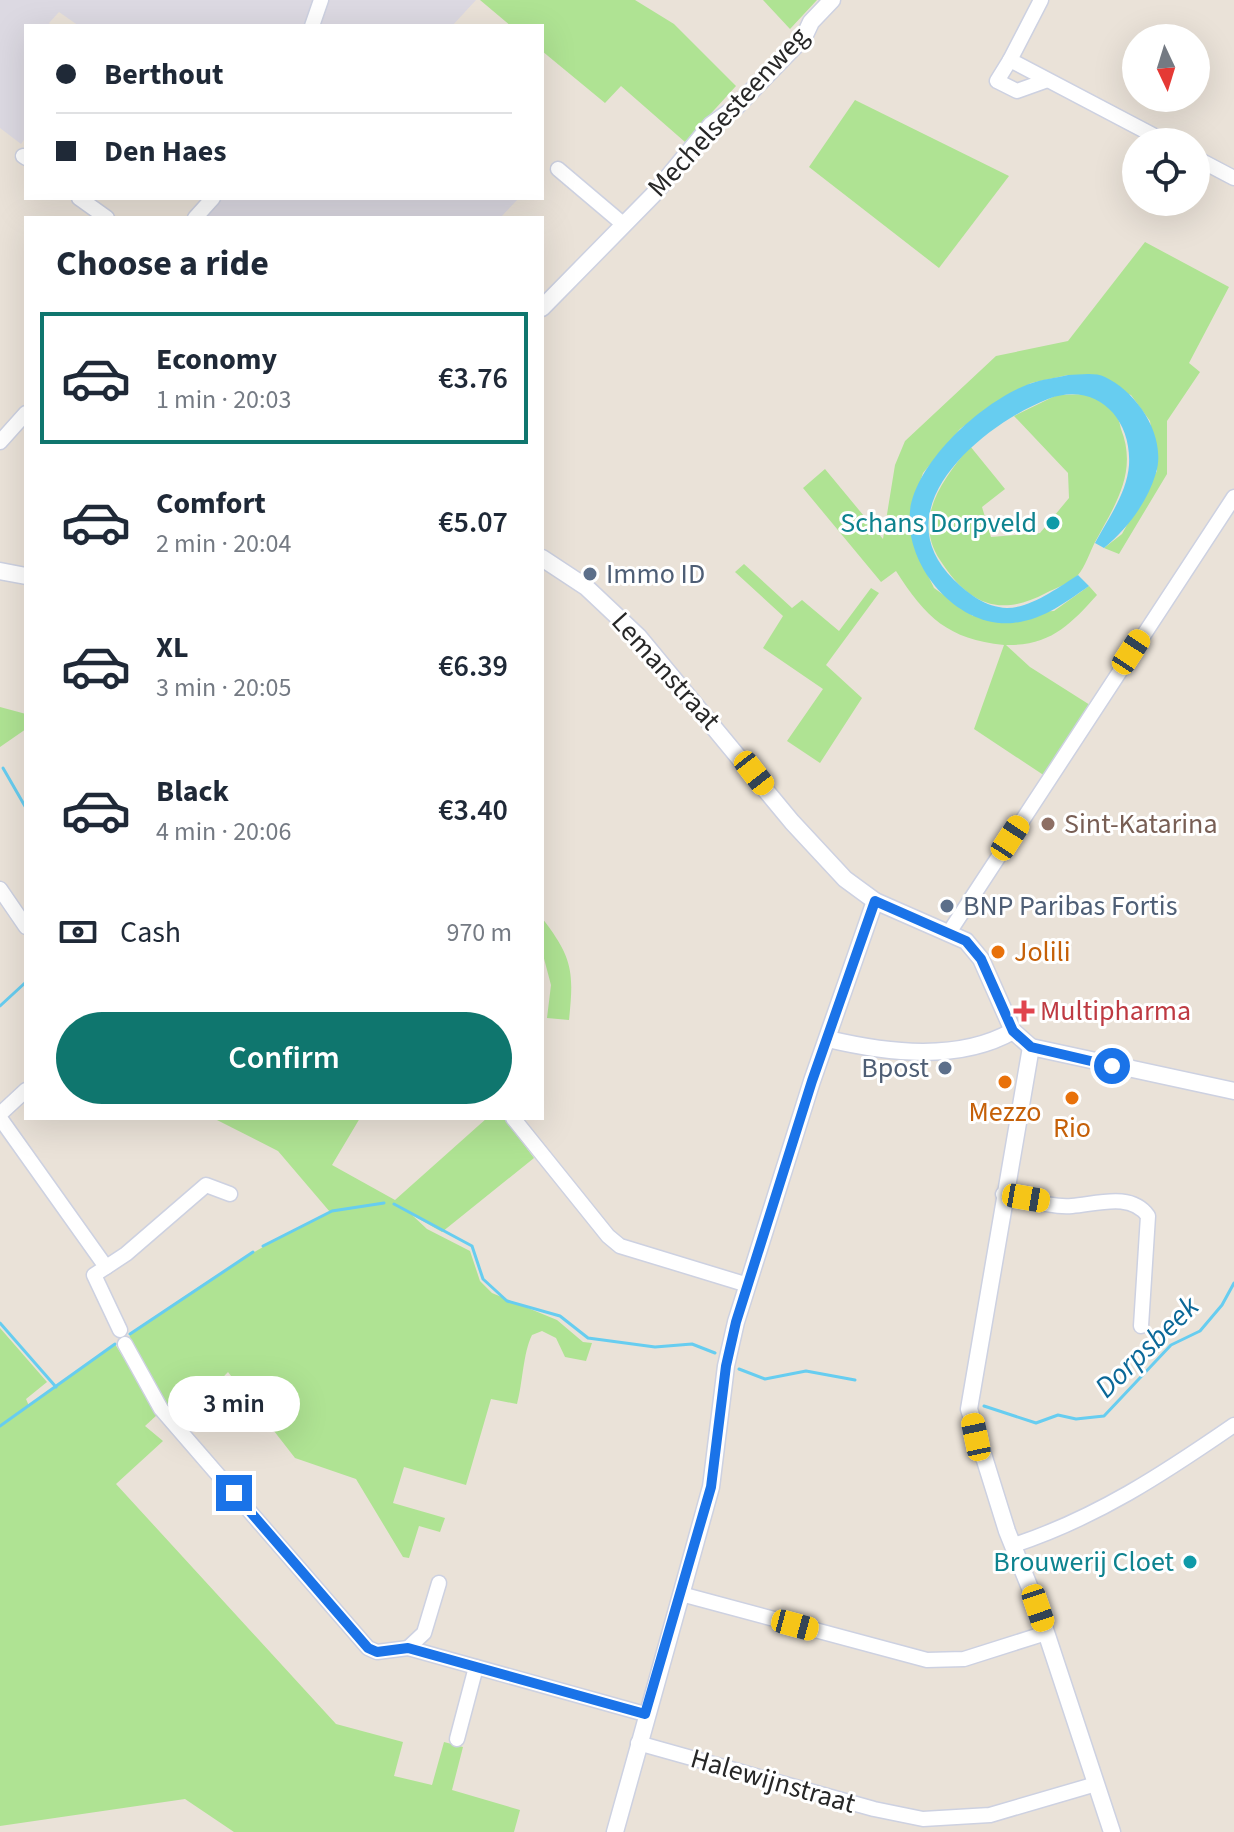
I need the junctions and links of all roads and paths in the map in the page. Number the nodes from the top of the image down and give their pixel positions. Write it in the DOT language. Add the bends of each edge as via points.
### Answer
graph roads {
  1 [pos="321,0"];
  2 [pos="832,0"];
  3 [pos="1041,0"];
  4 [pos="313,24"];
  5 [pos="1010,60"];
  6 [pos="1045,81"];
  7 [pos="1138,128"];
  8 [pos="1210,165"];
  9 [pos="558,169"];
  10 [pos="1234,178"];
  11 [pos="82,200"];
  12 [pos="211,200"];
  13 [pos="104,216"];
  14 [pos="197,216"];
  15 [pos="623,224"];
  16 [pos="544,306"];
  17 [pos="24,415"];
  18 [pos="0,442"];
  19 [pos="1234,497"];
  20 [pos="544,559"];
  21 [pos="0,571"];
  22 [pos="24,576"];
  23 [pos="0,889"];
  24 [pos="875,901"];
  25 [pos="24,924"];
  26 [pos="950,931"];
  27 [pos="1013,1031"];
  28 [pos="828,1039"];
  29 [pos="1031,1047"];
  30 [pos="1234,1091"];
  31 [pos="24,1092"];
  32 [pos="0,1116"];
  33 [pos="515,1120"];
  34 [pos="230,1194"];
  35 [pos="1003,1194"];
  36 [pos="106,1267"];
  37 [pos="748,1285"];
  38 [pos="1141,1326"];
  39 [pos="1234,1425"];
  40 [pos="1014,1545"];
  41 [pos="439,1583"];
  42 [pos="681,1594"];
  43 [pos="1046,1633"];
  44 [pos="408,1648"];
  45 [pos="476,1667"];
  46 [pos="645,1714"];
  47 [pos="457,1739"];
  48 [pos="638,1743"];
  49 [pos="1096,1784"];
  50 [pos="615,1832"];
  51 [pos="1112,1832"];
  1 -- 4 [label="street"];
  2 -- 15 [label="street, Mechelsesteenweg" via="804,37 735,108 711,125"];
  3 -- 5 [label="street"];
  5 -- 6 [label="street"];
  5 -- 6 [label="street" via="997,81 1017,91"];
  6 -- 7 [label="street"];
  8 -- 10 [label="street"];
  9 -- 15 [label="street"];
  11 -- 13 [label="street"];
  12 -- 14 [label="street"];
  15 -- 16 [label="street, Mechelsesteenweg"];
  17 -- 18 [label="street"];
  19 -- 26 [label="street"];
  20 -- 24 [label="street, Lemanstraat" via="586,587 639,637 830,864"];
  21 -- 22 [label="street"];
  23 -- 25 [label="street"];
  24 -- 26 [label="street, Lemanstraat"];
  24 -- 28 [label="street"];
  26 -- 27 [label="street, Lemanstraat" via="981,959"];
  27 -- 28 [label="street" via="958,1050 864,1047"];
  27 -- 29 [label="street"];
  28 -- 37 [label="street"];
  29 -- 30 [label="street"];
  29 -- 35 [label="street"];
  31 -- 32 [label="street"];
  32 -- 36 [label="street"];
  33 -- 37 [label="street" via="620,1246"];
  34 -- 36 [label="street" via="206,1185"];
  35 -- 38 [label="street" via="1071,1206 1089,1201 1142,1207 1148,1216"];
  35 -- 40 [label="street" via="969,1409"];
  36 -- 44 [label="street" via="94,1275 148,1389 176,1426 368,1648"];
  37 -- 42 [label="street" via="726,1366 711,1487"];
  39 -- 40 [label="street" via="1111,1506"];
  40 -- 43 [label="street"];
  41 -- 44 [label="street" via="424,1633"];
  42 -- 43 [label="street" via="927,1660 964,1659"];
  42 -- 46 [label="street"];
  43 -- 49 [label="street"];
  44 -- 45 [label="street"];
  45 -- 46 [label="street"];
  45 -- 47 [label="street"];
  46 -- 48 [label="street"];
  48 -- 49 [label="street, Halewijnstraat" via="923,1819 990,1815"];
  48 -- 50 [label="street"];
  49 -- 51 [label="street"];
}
+-------+
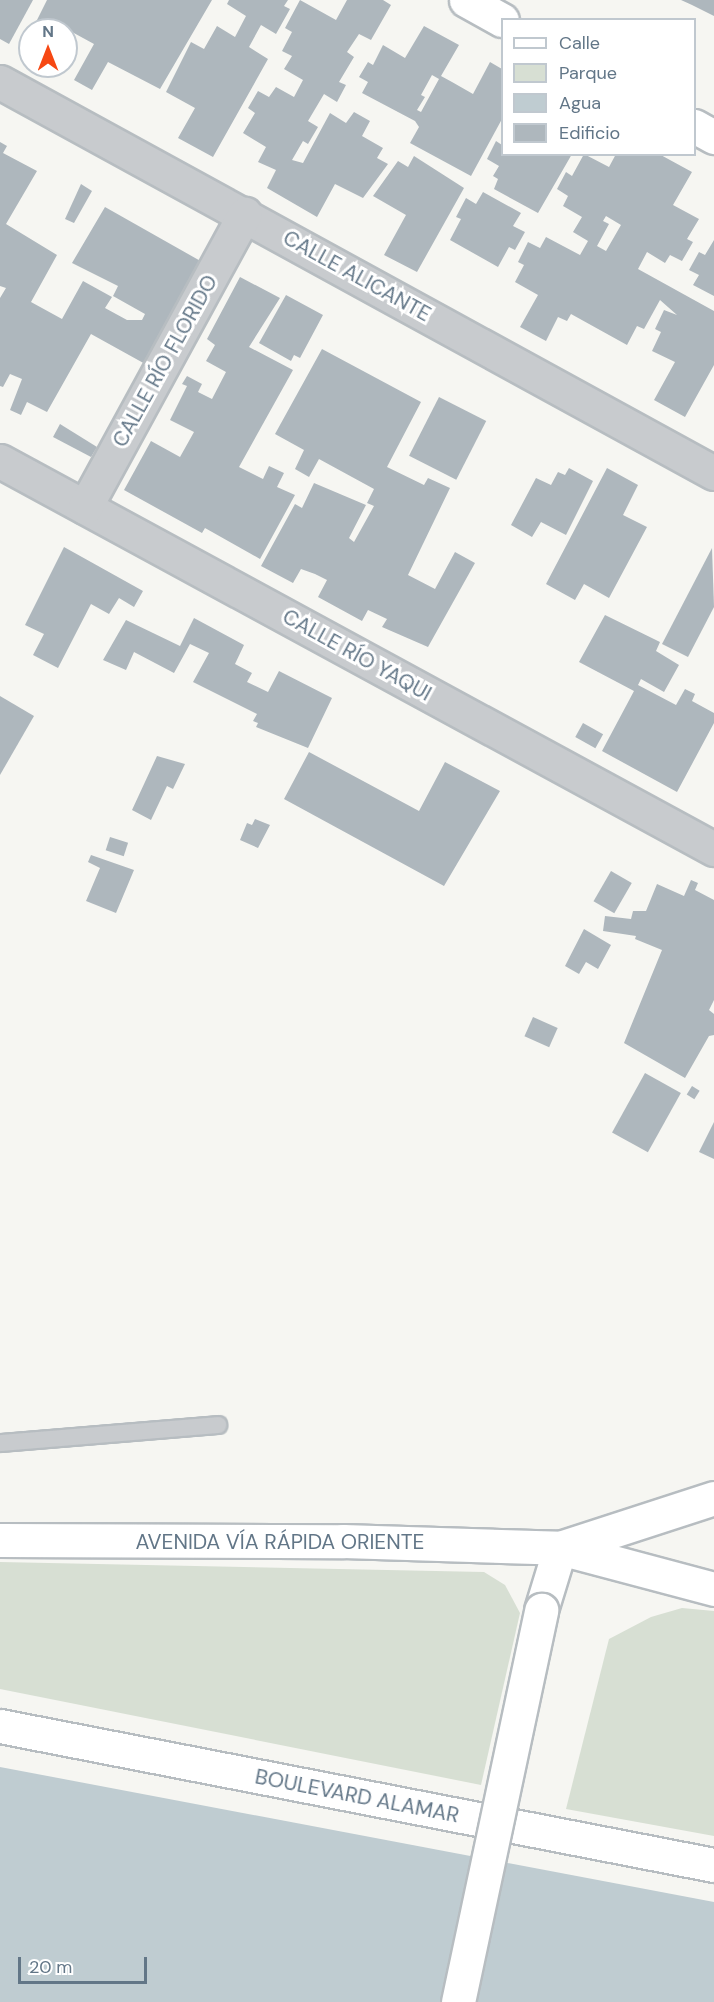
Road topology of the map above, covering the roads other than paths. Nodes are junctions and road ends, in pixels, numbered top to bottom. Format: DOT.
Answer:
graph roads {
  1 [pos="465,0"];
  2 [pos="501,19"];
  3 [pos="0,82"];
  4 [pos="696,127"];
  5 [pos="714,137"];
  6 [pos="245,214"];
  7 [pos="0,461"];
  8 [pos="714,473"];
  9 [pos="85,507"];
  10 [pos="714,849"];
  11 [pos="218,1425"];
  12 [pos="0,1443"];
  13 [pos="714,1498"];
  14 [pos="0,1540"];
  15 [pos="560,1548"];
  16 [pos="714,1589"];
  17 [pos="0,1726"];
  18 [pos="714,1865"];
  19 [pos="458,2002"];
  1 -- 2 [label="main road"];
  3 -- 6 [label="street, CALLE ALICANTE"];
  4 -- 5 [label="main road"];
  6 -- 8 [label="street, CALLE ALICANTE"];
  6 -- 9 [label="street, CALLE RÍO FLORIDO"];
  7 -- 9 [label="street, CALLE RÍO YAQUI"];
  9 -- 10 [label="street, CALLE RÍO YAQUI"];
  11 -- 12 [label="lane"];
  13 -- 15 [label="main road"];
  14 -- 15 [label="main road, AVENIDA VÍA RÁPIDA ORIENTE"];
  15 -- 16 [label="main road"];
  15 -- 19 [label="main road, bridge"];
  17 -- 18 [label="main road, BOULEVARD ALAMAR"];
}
+-------+
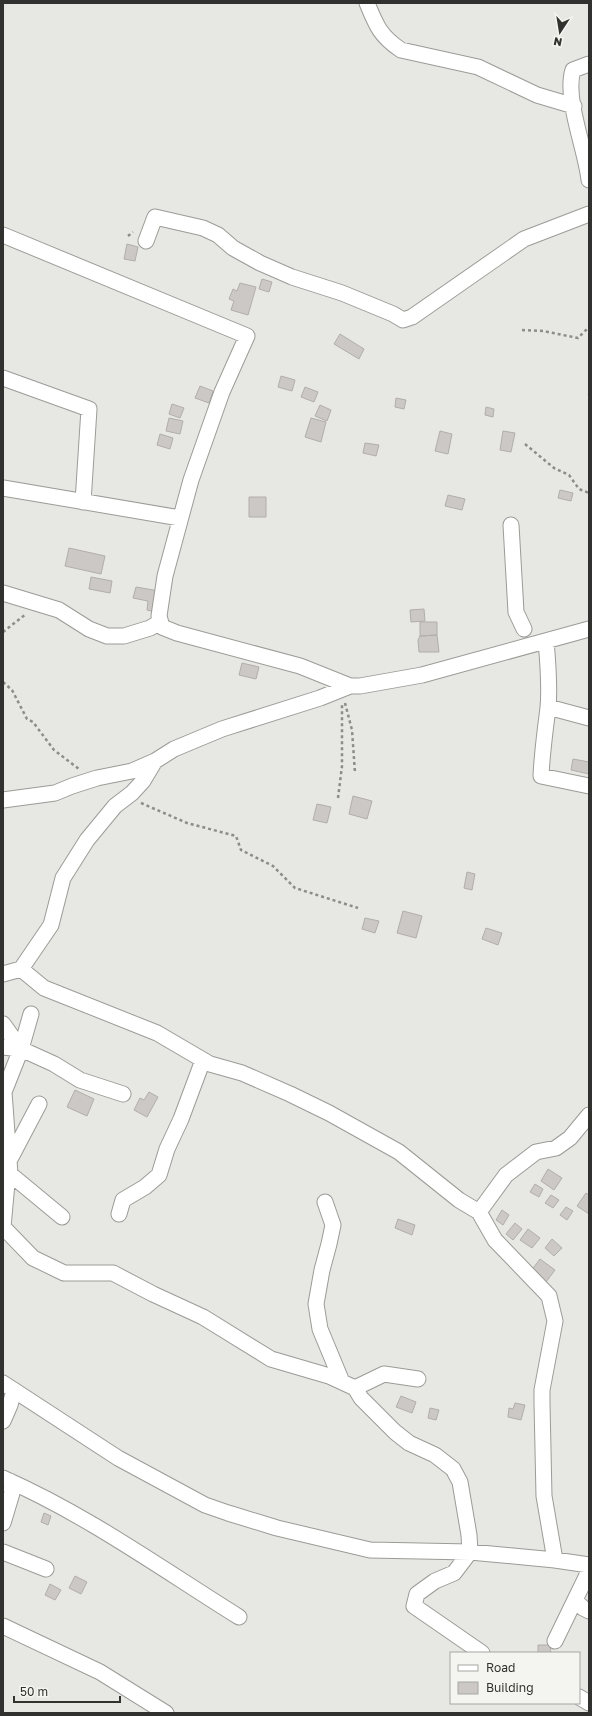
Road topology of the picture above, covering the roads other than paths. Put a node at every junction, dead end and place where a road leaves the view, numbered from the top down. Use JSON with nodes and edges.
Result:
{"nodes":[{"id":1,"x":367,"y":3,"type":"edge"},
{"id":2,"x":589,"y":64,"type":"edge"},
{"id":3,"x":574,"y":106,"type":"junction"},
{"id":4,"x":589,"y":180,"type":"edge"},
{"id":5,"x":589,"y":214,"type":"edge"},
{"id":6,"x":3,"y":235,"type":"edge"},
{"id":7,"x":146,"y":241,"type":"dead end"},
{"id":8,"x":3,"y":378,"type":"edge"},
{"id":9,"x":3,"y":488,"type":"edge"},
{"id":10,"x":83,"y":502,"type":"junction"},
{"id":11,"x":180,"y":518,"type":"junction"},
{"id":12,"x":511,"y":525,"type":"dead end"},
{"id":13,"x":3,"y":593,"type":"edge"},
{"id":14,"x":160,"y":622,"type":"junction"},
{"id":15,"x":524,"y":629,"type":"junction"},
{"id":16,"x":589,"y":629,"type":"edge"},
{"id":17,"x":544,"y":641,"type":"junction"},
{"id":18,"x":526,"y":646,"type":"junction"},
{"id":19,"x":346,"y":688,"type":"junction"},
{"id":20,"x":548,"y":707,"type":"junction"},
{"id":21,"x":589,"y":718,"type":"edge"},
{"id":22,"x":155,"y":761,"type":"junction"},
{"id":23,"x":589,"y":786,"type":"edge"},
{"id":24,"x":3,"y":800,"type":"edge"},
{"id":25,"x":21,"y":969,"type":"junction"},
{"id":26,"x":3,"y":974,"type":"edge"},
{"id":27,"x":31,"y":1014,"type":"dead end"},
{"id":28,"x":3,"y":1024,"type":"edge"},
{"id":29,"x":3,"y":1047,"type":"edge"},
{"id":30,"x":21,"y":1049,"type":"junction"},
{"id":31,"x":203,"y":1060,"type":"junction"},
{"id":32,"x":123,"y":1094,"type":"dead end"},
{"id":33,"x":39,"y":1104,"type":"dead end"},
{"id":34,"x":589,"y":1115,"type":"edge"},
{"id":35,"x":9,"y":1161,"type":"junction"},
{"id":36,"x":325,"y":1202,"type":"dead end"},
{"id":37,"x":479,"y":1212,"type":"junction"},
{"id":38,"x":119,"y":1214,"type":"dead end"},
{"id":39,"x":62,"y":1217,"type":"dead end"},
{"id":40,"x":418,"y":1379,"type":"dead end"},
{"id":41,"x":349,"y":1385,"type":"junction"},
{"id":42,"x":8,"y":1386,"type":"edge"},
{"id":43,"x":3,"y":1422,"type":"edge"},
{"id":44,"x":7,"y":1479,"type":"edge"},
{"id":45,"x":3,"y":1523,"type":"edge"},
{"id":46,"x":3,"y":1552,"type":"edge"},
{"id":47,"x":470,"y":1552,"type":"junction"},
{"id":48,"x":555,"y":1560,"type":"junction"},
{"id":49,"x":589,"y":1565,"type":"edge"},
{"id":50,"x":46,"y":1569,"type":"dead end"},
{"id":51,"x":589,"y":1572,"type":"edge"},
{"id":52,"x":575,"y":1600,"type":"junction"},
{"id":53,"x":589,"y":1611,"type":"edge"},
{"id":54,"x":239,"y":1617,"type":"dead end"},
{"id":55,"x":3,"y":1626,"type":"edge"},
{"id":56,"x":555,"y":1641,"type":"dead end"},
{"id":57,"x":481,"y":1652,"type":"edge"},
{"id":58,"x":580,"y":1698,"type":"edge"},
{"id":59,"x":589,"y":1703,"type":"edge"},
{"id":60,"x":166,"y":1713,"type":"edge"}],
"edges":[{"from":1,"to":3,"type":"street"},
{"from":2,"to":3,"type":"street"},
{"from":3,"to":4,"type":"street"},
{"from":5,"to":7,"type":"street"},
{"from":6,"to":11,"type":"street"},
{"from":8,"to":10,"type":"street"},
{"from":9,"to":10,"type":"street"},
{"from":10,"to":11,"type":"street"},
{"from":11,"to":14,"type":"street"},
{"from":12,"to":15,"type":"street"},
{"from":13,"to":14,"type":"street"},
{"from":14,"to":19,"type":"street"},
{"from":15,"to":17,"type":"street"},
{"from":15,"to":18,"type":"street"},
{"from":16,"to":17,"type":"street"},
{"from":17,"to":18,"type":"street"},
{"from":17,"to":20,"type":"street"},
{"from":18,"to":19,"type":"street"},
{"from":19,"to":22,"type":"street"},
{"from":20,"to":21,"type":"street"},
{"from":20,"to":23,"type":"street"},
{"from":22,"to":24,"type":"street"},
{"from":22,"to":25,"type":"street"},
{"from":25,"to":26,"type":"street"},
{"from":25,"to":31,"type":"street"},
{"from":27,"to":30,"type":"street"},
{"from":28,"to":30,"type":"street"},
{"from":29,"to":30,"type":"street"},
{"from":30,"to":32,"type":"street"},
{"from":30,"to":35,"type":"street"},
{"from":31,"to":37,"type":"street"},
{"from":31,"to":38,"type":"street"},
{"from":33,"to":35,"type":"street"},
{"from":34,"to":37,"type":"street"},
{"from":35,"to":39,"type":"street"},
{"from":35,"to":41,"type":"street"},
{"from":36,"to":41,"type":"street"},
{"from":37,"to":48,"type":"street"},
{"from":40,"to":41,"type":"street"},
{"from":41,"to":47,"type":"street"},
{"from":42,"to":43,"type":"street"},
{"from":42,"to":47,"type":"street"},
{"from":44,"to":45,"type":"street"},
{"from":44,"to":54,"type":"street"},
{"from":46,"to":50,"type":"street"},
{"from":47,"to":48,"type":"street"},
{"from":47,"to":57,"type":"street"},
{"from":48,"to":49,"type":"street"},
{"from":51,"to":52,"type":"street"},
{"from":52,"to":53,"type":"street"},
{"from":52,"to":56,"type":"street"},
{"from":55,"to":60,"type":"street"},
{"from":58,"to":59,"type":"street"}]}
+-------+
▶ **About this exercise**
For this task, copy every line of the material in which "YAQUI" appears.

▶ **Written response**
  7 -- 9 [label="street, CALLE RÍO YAQUI"];
  9 -- 10 [label="street, CALLE RÍO YAQUI"];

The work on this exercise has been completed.